Building Products in a Post-LLM World: Hard-Won Lessons, Skeptic Busters, and Team Playbooks

Team in a modern office reviews an AI playbook on a large digital screen with charts, diagrams, and dashboards, while professionals seated around a conference table use laptops during a strategy briefing.

The ground rules for product development have changed in the post-LLM world. I’m sharing a practical, first-person playbook—lessons I’ve pressure-tested in my own product org—to help you build AI-native products with confidence, cut through hype, and deliver outcomes that compound.

Sprig is an AI-powered user insights platform that has raised over $88m.
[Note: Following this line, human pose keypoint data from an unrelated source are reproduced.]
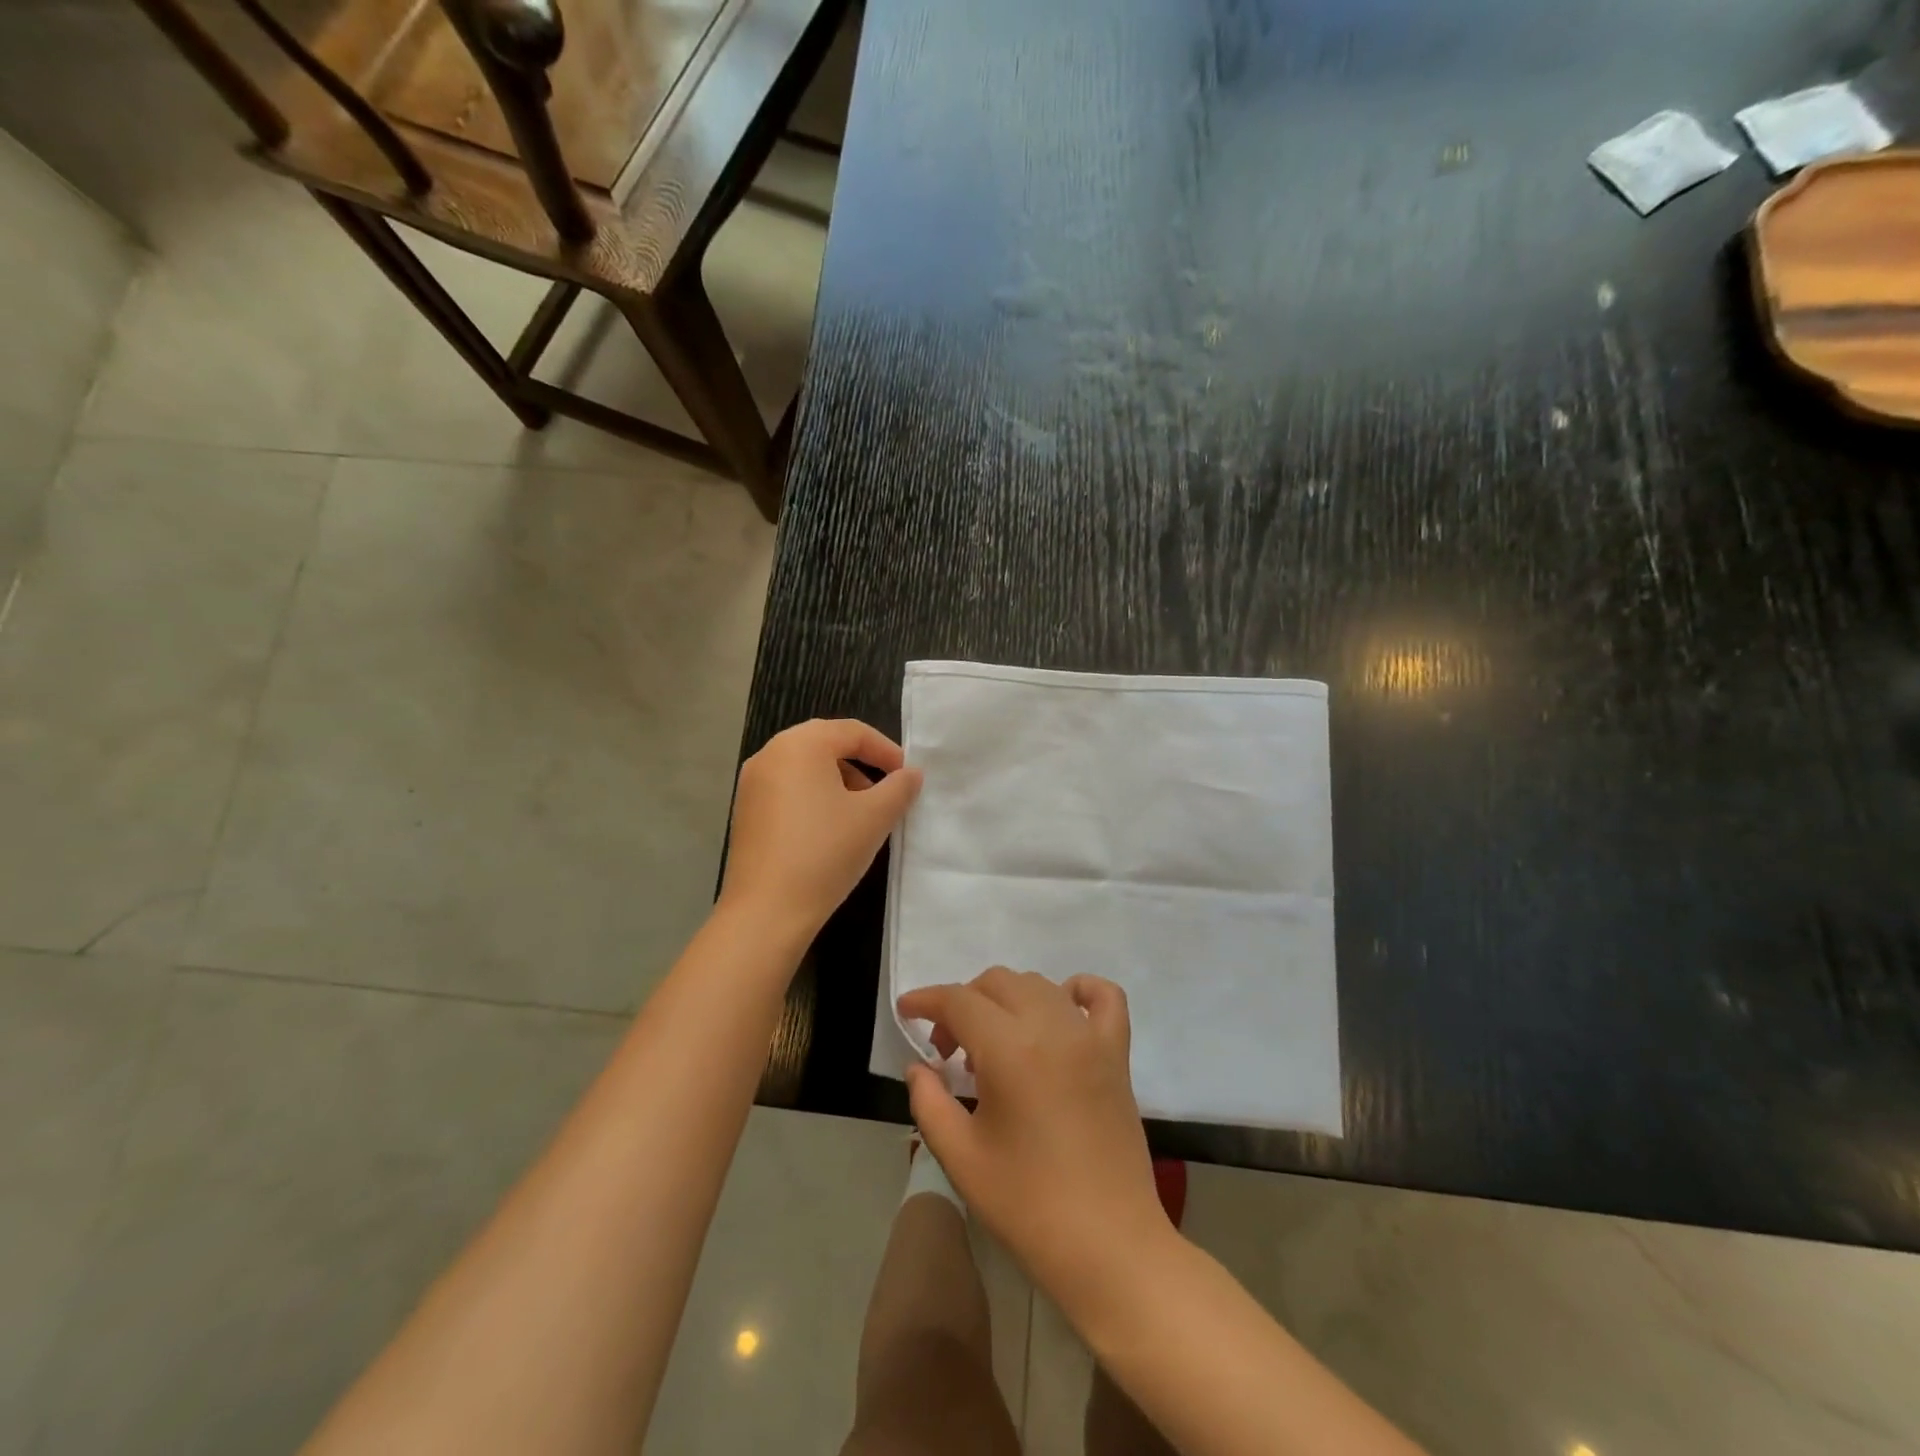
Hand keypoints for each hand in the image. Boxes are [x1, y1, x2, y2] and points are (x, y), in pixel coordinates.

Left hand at [719, 718, 921, 939]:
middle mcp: (770, 754)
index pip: (852, 731)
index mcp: (800, 744)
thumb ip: (899, 788)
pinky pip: (788, 789)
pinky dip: (814, 797)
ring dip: (839, 781)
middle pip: (826, 744)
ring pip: (806, 768)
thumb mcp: (874, 818)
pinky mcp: (746, 811)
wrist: (767, 910)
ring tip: (862, 813)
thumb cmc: (825, 852)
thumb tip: (911, 774)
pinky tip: (831, 830)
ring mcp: (752, 783)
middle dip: (862, 764)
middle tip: (887, 790)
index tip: (907, 776)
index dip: (886, 750)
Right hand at [898, 969, 1170, 1296]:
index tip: (906, 1011)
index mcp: (1010, 1049)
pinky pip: (1104, 997)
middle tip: (948, 1050)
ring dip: (1006, 1000)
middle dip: (963, 1003)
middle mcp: (1052, 1027)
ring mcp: (1090, 1036)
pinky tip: (1060, 1010)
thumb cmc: (1028, 1206)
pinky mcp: (1117, 1053)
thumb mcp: (961, 1157)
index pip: (959, 1001)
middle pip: (998, 983)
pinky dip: (1078, 990)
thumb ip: (929, 1101)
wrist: (1108, 1246)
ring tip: (993, 1045)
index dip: (927, 1001)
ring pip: (1040, 985)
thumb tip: (918, 1067)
Today’s discussion features two key individuals in Sprig’s journey so far: Ryan Glasgow, Sprig’s CEO and founder; and Kevin Mandich, Sprig’s Head of Machine Learning. Before Sprig, Ryan was an early PM at GraphScience, Vurb, and Weeby (all of which were acquired), and Kevin was an ML Engineer at Incubit, and a Post-Doctoral Researcher at UC San Diego.
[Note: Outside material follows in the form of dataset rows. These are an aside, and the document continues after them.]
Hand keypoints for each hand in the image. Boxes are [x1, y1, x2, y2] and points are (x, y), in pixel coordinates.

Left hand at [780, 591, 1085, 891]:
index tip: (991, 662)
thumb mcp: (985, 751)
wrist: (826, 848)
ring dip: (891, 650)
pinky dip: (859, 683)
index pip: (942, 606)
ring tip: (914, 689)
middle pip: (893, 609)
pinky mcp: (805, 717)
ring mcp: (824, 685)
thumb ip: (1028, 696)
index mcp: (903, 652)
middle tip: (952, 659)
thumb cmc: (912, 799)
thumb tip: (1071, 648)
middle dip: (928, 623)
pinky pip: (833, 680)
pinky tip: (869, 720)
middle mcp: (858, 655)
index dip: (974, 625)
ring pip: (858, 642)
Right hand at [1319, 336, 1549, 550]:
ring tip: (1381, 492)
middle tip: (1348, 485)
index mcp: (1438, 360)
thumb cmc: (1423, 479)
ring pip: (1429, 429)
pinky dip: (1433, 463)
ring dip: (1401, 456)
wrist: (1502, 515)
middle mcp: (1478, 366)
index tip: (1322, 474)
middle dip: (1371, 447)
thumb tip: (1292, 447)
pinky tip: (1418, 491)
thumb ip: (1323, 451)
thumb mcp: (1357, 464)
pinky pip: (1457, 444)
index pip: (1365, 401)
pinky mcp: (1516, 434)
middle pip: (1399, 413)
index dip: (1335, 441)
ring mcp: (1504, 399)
In today’s episode, we discuss: Key lessons from the Sprig founding story; Product development in the pre vs. post-LLM world; How to overcome AI skepticism; How to evaluate new models and how to know when to switch; Why you need an ML engineer; Sprig’s “AI Squad” team structure; How Sprig upskills all team members on AI.

Founding story takeaways I keep returning to: conviction compounds when paired with continuous discovery. Early on, prioritize direct customer signal over elegant architectures. I’ve seen the fastest learning loops come from a tight PM–ML partnership that prototypes quickly, validates with real users, and refactors only after signal stabilizes. The Jobs to Be Done Framework: https://hbr.org/2016/09/know-your-customers-jobs-to-be-done remains my favorite lens to separate what the model can do from what the customer actually needs done.
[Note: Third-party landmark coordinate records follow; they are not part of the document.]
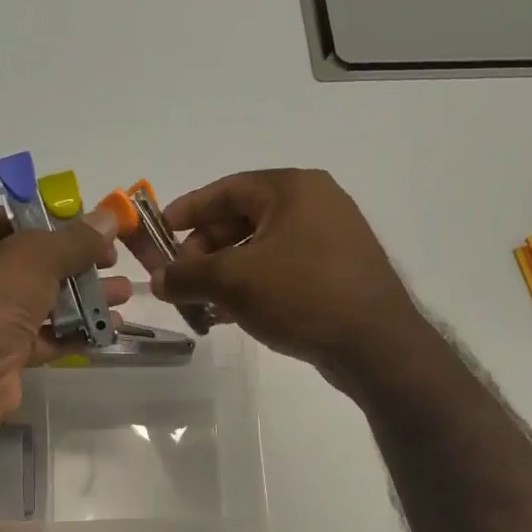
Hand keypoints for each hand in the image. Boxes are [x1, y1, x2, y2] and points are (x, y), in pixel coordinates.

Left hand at [0, 205, 129, 427]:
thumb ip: (75, 239)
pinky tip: (108, 329)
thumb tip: (110, 217)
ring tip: (123, 297)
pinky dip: (73, 332)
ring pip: (40, 302)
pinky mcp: (0, 354)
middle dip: (76, 264)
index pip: (7, 218)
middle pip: (30, 263)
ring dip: (82, 299)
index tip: (90, 229)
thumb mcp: (36, 257)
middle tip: (113, 263)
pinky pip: (42, 337)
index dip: (50, 221)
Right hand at [152, 170, 426, 385]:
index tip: (159, 234)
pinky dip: (253, 287)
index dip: (188, 211)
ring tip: (202, 304)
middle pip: (243, 219)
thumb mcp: (234, 282)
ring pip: (261, 249)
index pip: (226, 189)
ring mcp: (331, 239)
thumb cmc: (301, 295)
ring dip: (226, 274)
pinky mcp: (337, 273)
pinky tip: (232, 315)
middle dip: (205, 251)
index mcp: (292, 188)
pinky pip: (282, 270)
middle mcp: (315, 204)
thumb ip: (188, 276)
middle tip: (182, 280)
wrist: (374, 343)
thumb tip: (158, 280)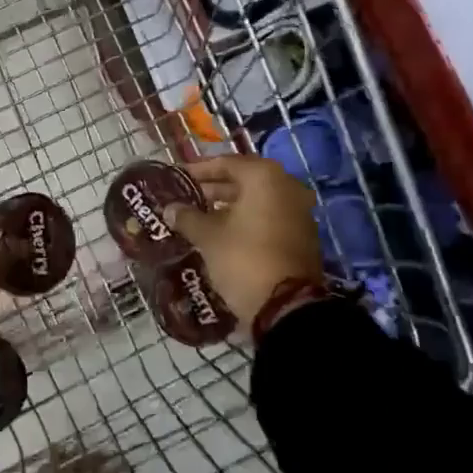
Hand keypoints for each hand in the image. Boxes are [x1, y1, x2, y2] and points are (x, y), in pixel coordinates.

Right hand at [165, 155, 322, 328]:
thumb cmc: (243, 259)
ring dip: (229, 205)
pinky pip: (269, 218)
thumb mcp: (208, 237)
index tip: (177, 177)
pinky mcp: (302, 236)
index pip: (226, 163)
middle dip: (214, 188)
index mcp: (265, 177)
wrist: (286, 308)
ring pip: (257, 200)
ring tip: (199, 216)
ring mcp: (299, 212)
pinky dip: (246, 220)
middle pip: (244, 180)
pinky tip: (222, 233)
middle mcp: (287, 186)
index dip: (198, 170)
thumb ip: (188, 217)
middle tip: (186, 196)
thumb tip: (171, 208)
Pre vs. post-LLM product development requires a mindset shift. Pre-LLM, we wrote deterministic systems and pushed the edge with models like Google’s BERT model: https://en.wikipedia.org/wiki/BERT_(language_model). Post-LLM, we design probabilistic systems, treat prompts like code, and invest in evaluation harnesses from day one. I routinely prototype with Chat GPT: https://chat.openai.com and scaffold experiments with Langchain: https://www.langchain.com/ to compress discovery cycles. The key is shipping guardrails and UX affordances that make non-determinism feel trustworthy.

On AI skepticism, I don’t argue—I demonstrate. I target one painful workflow, build a narrow, high-precision solution, and expose transparent failure modes with a human-in-the-loop escape hatch. This reframes AI from magic to leverage. In customer-facing settings (think customer support ai strategy), we measure deflection and satisfaction together so automation never outpaces user psychology.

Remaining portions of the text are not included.